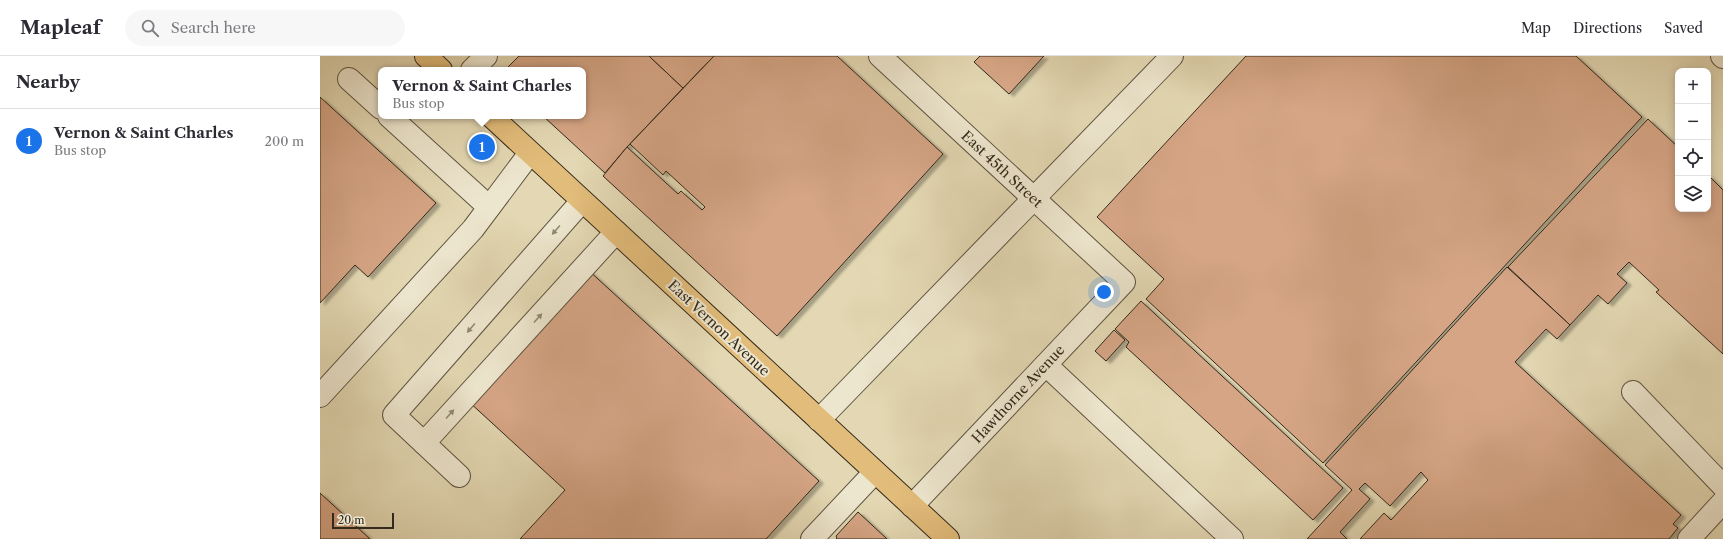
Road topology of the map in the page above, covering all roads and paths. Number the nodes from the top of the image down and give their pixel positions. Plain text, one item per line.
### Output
1 (426, 56) edge
2 (486, 56) edge
3 (880, 56) edge
4 (1172, 56) edge
5 (438, 67) edge
6 (475, 67) edge
7 (349, 79) dead end
8 (378, 105) edge
9 (392, 119) edge
10 (494, 119) edge
11 (530, 153) junction
12 (1034, 199) junction
13 (582, 201) junction
14 (490, 207) junction
15 (616, 232) junction
16 (1124, 282) joint
17 (1046, 365) junction
18 (1633, 392) dead end
19 (320, 396) edge
20 (819, 420) junction
21 (424, 443) junction
22 (876, 472) junction
23 (459, 476) dead end
24 (1723, 486) edge
25 (1723, 502) edge
26 (912, 506) junction
27 (812, 539) edge
28 (948, 539) edge
29 (1232, 539) edge
30 (1689, 539) edge

1 - 5 main road
2 - 6 street
3 - 12 street, East 45th Street
4 - 12 street
7 - 8 street
9 - 14 street
10 - 11 main road, East Vernon Avenue
11 - 13 main road, East Vernon Avenue
11 - 14 street
12 - 16 street, East 45th Street
12 - 20 street
13 - 15 main road, East Vernon Avenue
13 -> 21 street
14 - 19 street
15 - 20 main road, East Vernon Avenue
21 -> 15 street
16 - 17 street, Hawthorne Avenue
17 - 26 street, Hawthorne Avenue
17 - 29 street
18 - 24 street
20 - 22 main road, East Vernon Avenue
21 - 23 street
22 - 26 main road, East Vernon Avenue
22 - 27 street
25 - 30 street
26 - 28 main road, East Vernon Avenue

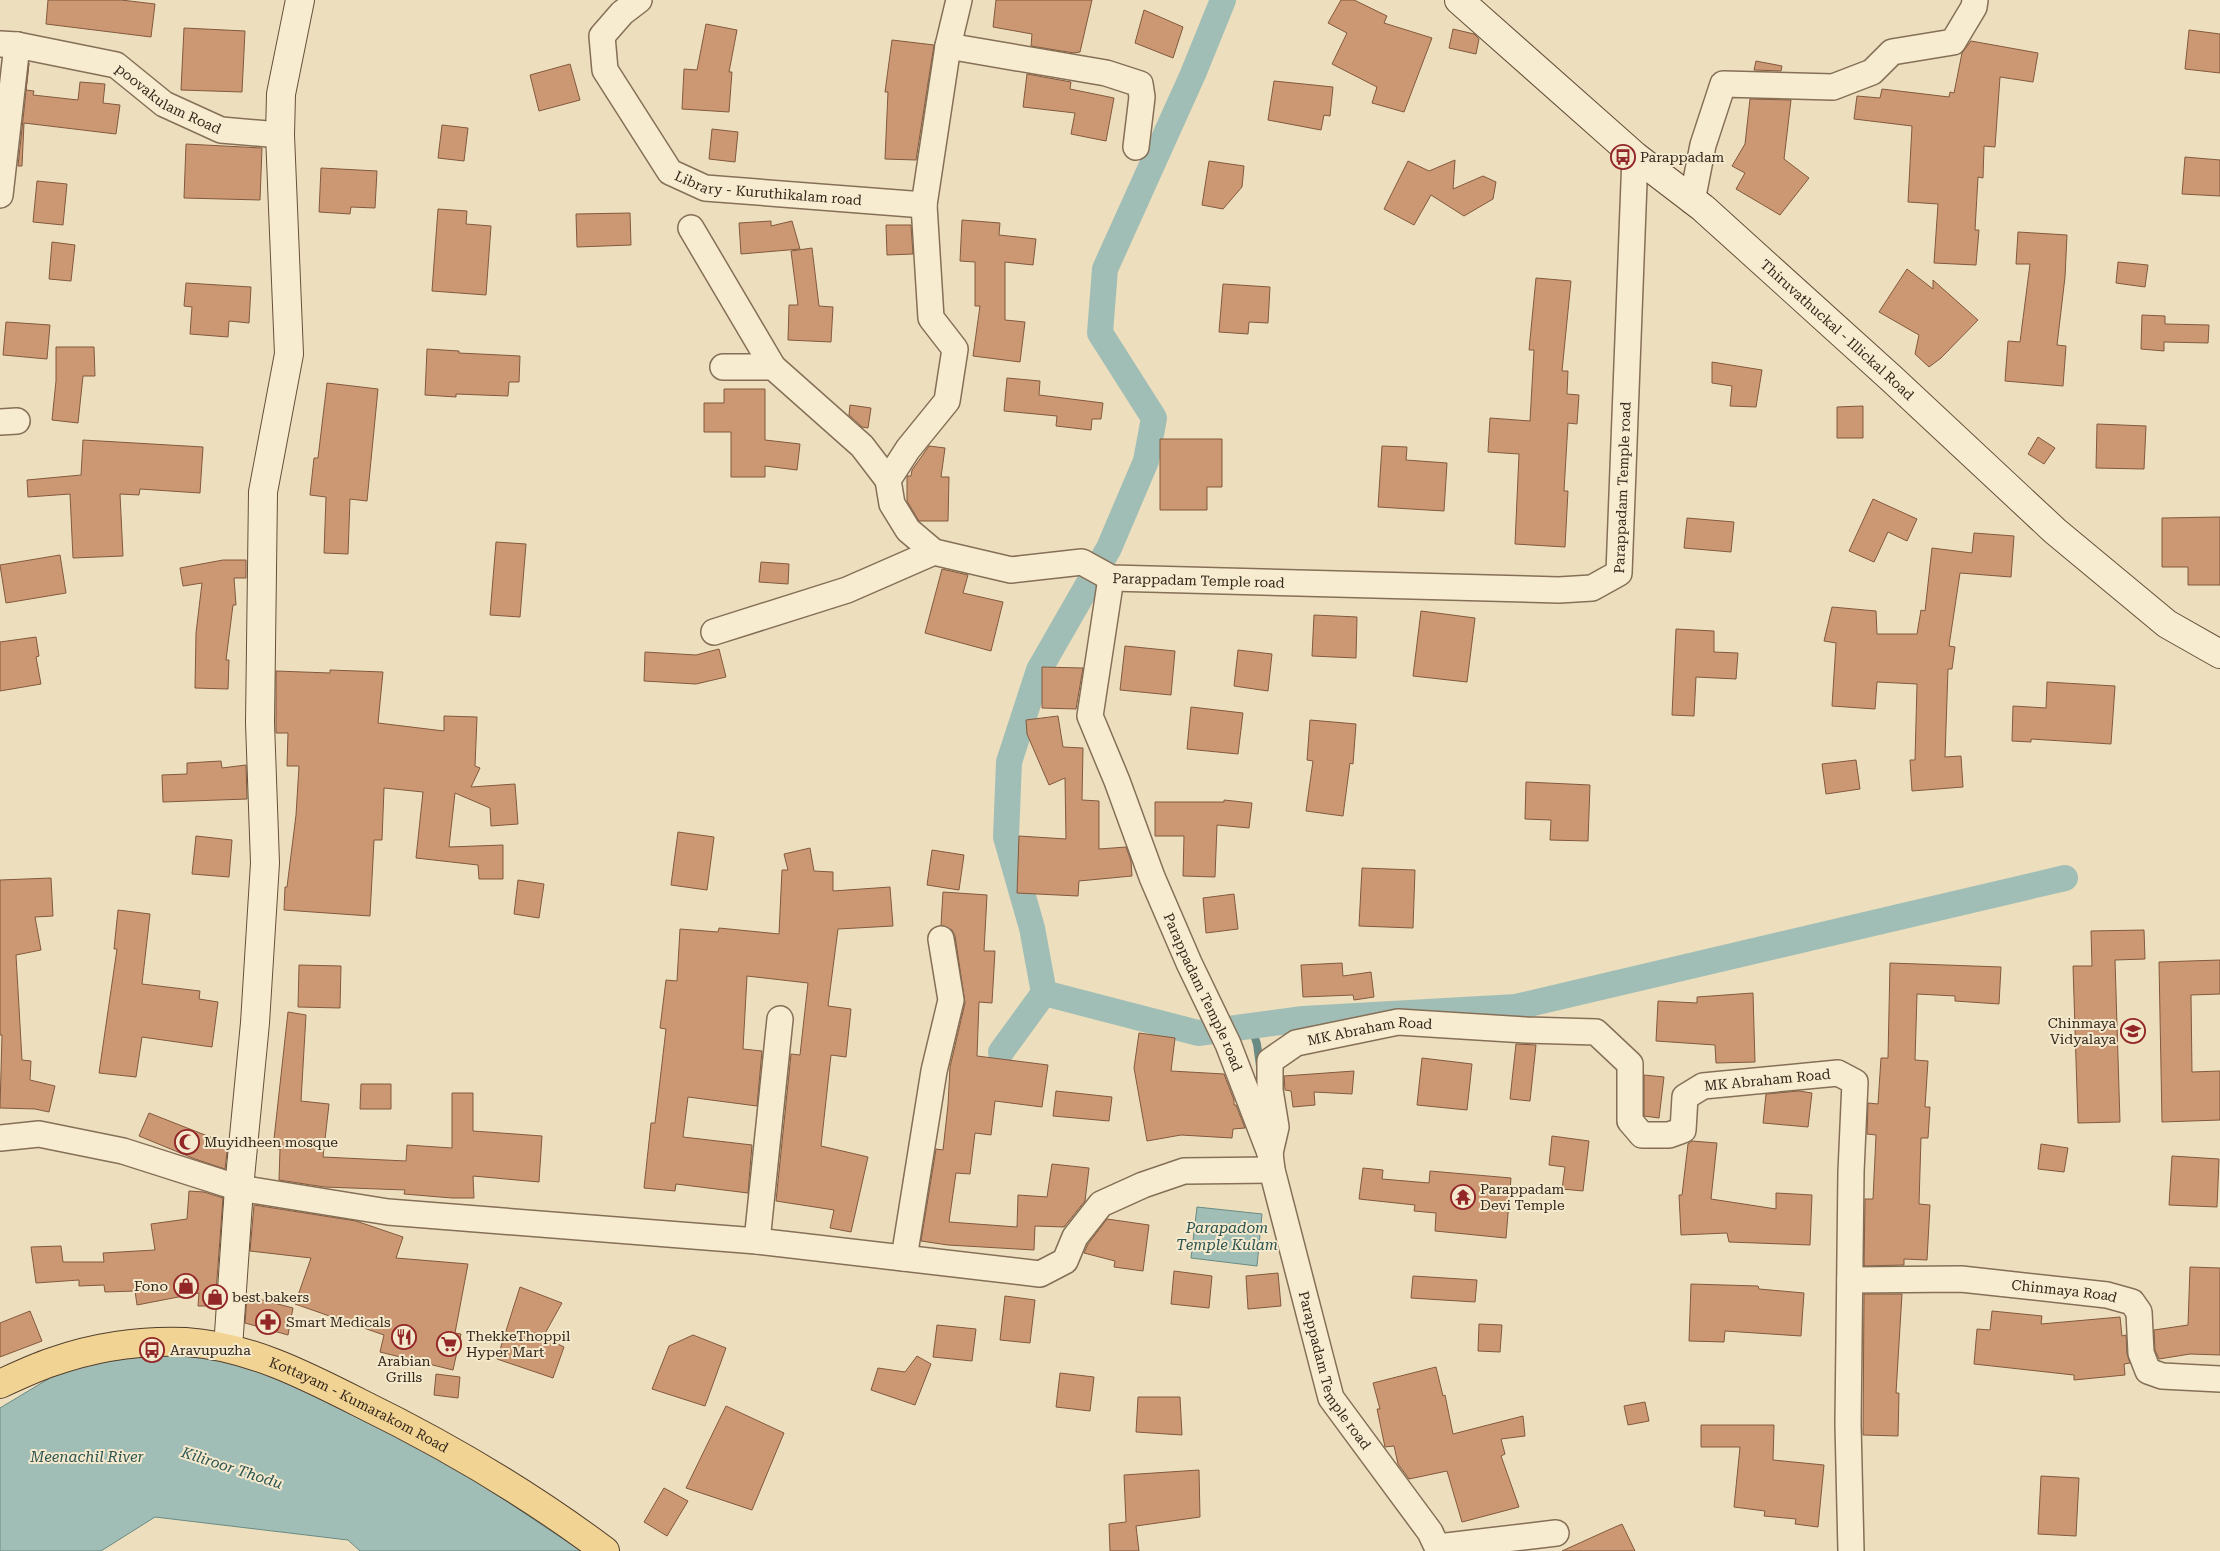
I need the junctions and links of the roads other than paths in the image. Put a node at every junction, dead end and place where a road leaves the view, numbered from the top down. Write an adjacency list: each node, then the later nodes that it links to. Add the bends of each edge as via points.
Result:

--------

Goal of the exercise:
A faithful copy is required of the lines from the one with "I need the junctions" through the last line of the data; please add nothing.

The completed task:
I need the junctions and links of the roads other than paths in the image. Put a node at every junction, dead end and place where a road leaves the view, numbered from the top down. Write an adjacency list: each node, then the later nodes that it links to. Add the bends of each edge as via points.
Result:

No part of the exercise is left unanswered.